Sanatı ve sanatçıyı korumak bir zorunluluk iken, bir heykele "ucube" yaftasını yapıştıran bir Başbakan ve buna tepki veremeyen bir Kültür Bakanıyla karşı karşıya kalmak ne kadar da hazindir. Bu yüzden sanatçılar kırgındır, bu yüzden insanlarımız kırgındır. Böylesi kırgınlıklar üzerine inşa edilen bir kültür de eksik kalmaya mahkûm bir kültürdür.
Sayın Bakana sormak istiyorum: O heykel parça parça kesilirken içiniz hiç mi acımadı? Hiç mi aklınızdan "Nereye gidiyoruz?" sorusu geçmedi? Benim için acıdı. Benim içim yalnızca dilim dilim kesilen İnsanlık Anıtı için acımadı, benim içim bu derin suskunluk için de acıdı. Benim aklımdan "Nereye gidiyoruz?" sorusu geçti. Bu soru, bu ülkede çağdaş uygarlığa inanan tüm yurttaşların aklından da geçti.

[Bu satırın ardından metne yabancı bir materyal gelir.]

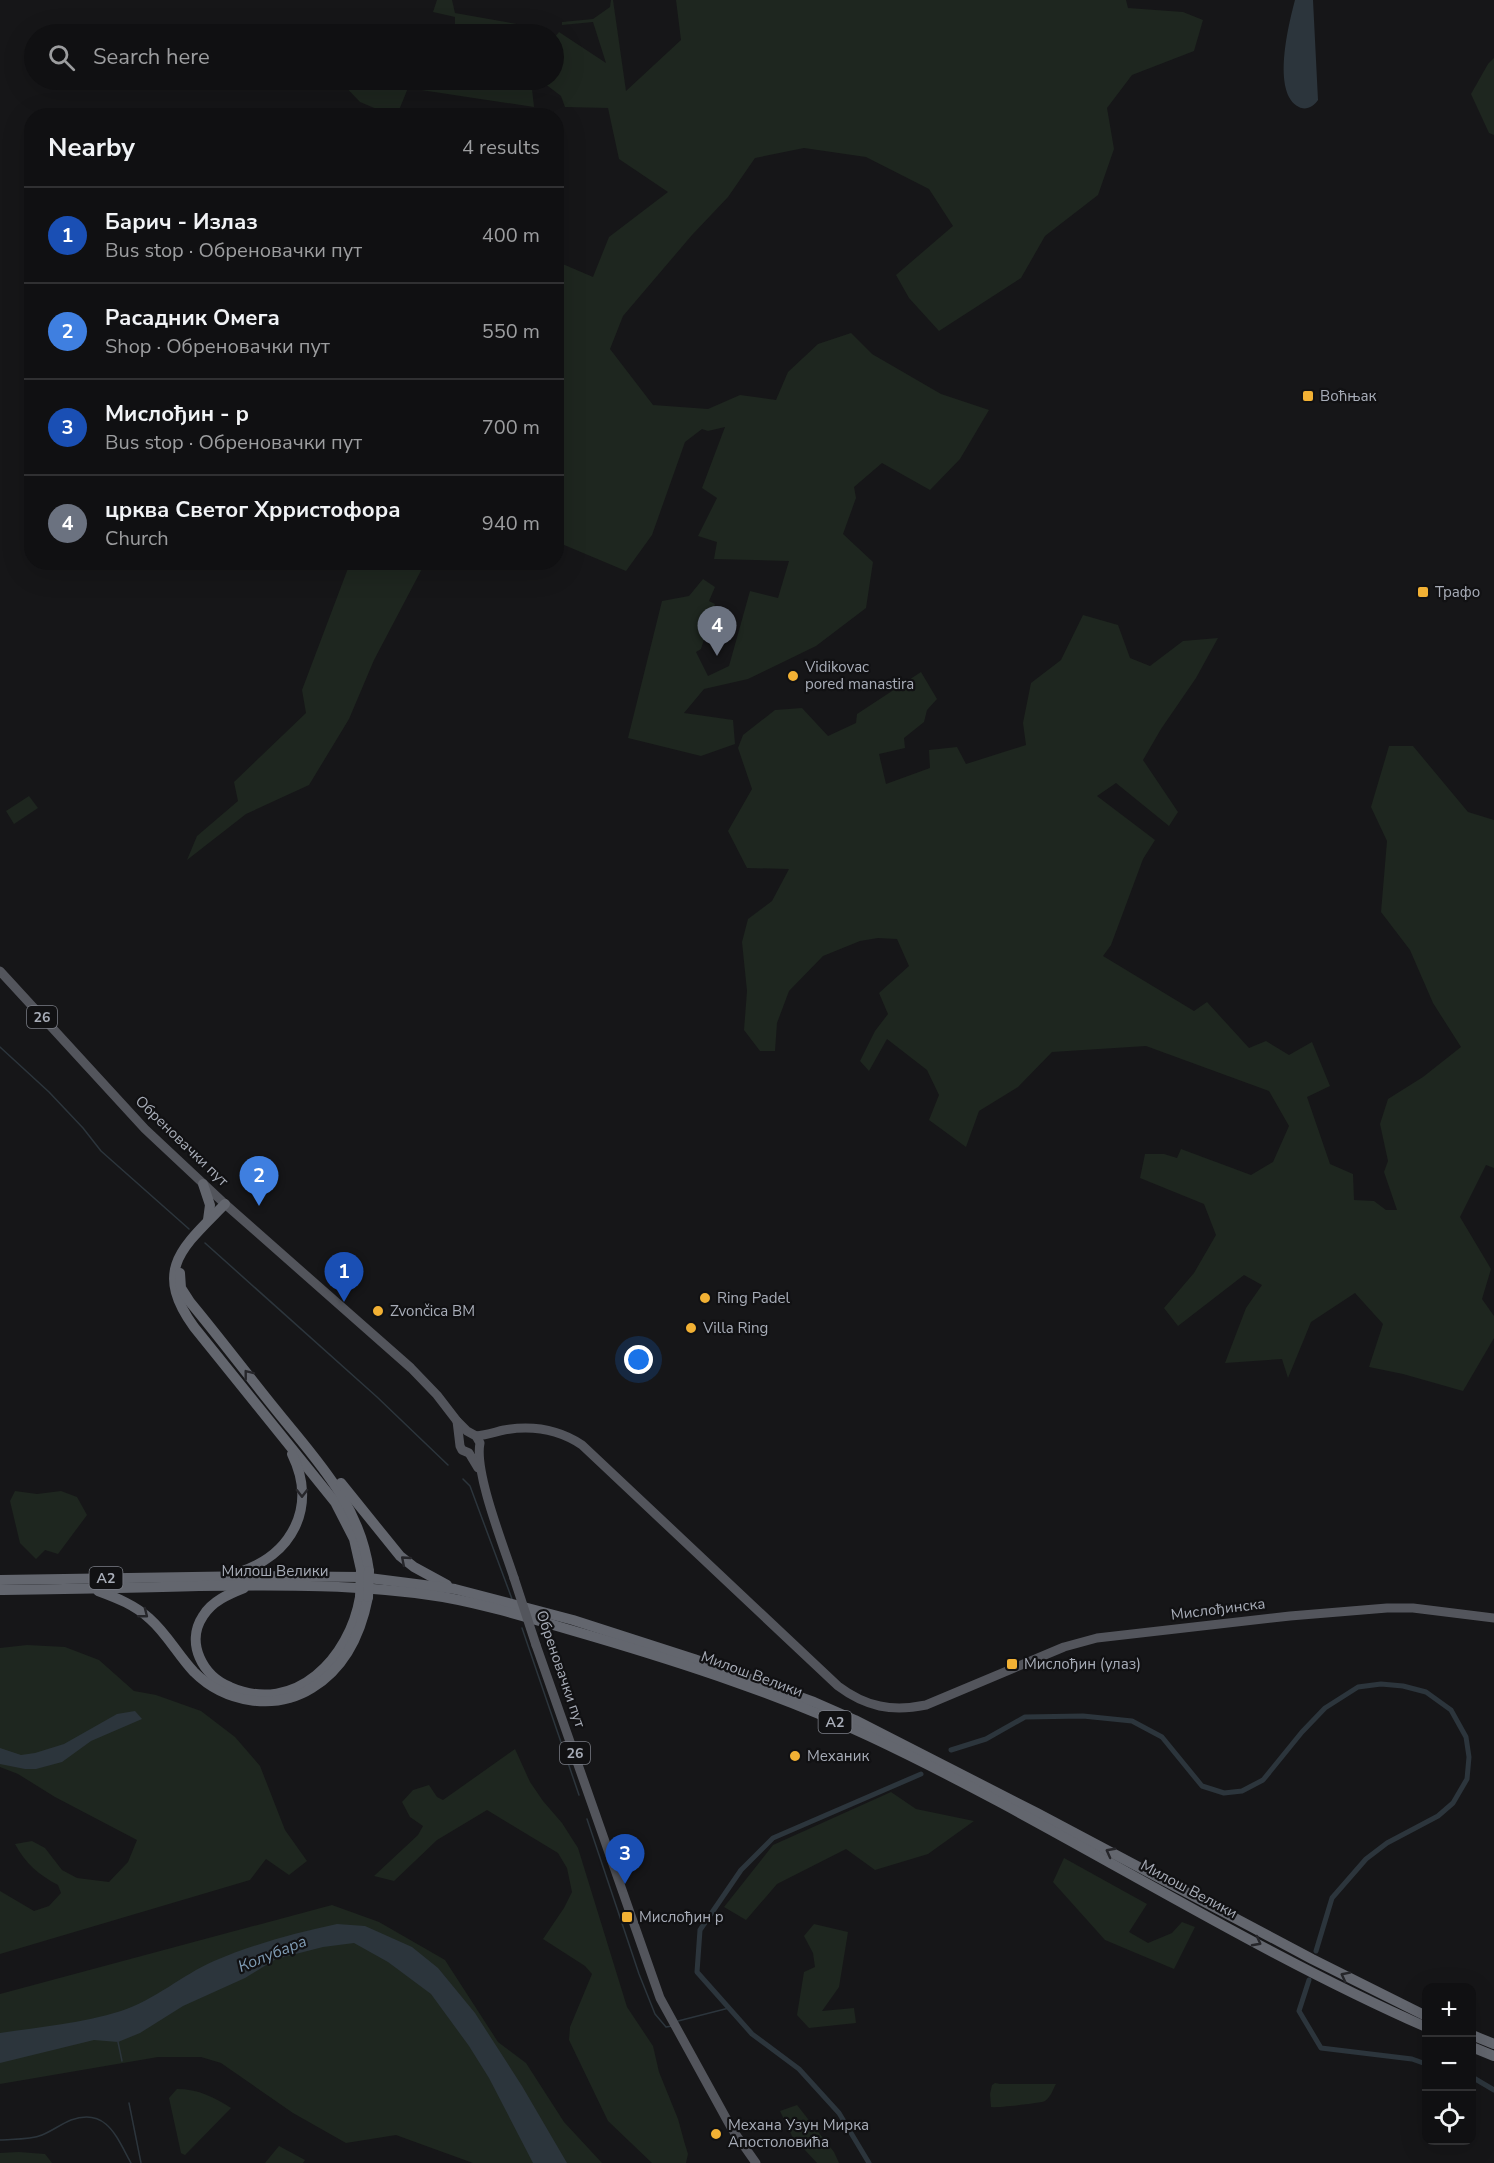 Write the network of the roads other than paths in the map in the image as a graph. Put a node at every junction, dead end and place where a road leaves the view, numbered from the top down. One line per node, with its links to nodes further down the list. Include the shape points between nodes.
1 (0, 971): 2 (main road, Обреновачки пут / 26, via 130,1113)
2 (203, 1184): 3 (main road, Обреновачки пут / 26); 4 (highway, via 210,1205)
3 (228, 1206): 4 (highway); 5 (main road, Обреновачки пут / 26, via 411,1368); 10 (highway, one-way to 3, via 182,1288 180,1274 185,1256)
4 (208, 1221): 8 (highway, via 178,1260 173,1278 176,1298 183,1313)
5 (457, 1422): 7 (main road, Обреновачки пут / 26); 9 (main road, Обреновачки пут / 26)
6 (502, 1430): 7 (main road, Мислођинска); 11 (main road); 20 (main road, Мислођинска, via 544,1429 582,1445 815,1666 856,1698 877,1706 897,1709 926,1705 1064,1647 1097,1638 1387,1608)
7 (473, 1434): 9 (main road); 11 (main road, 26, via 480,1443)
8 (284, 1439): 12 (highway, via 342,1514); 13 (highway, one-way to 13, via 302,1480 303,1501 295,1527 267,1559)
9 (460, 1440): 11 (main road, 26, via 462,1450)
10 (308, 1449): 12 (highway, via 357,1522 365,1545); 17 (highway, one-way to 10, via 400,1556 320,1457)
11 (475, 1450): 27 (main road, Обреновачки пут / 26, bridge, via 536,1645 647,1966 673,2024 732,2129)
12 (365, 1570): 19 (highway, bridge)
13 (225, 1576): 14 (highway, Милош Велики / A2); 17 (highway, Милош Велики / A2, via 361,1578)
14 (0, 1580)
15 (250, 1586): 16 (highway, Милош Велики / A2); 19 (highway, via 208,1609 196,1639 200,1660 212,1676 230,1688 252,1693 291,1690 324,1670 350,1633); 22 (highway, Милош Велики / A2, one-way to 22, via 364,1587 490,1607 647,1653 778,1698 950,1777 1309,1970)
16 (92, 1588): 18 (highway, Милош Велики / A2); 19 (highway, one-way to 19, via 142,1612 213,1687 244,1699 265,1701 307,1691 334,1671 362,1624)
17 (455, 1589): 21 (highway, Милош Велики / A2, one-way to 17, via 844,1715 638,1640)
18 (0, 1590)
19 (364, 1597)
20 (1494, 1618)
21 (1422, 2014)
22 (1422, 2026)
23 (1476, 2037): 24 (highway)
24 (1494, 2044)
25 (1476, 2049): 26 (highway)
26 (1494, 2056)
27 (756, 2163)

Değerli milletvekilleri, Cumhuriyet Halk Partisi olarak doğru yapılan her şeyin arkasında dururuz, ama yanlış yapılan, bu ülkeye zarar veren her şeyin de karşısında oluruz. İktidar tiyatro sayısını çoğaltırsa, sanatı halkımıza ulaştırırsa, kültürel etkinlikleri yaygınlaştırırsa ve bunu çok düşük bütçelerle başarırsa biz buna destek veririz, çünkü biliriz ki bunlar ülkemizin kazancıdır, ama sanatı ve sanatçıyı sindiren, demokrasi kültürünü zedeleyen her girişimin karşısında oluruz, çünkü bizim için sanat ve sanatçı bir sonraki kuşakla bağımızı kuran vazgeçilmezlerimizdir, çünkü bizim için demokrasi kültürü bu ülkenin olmazsa olmazıdır.
Bu nedenle, farklı düşüncelere, farklı yaklaşımlara, farklı anlayışlara tahammül gösterebildiğimiz sürece gelecek kuşaklara kalıcı bir kültürü miras bırakabileceğimizin altını bir kez daha çizmek ihtiyacı hissediyorum.
2012 yılı bütçesinin hepimize hayırlı olmasını diliyor ve yüce heyetinize bir kez daha saygılar sunuyorum. (CHP sıralarından alkışlar)
BAŞKAN - Teşekkür ederiz Sayın Küçük.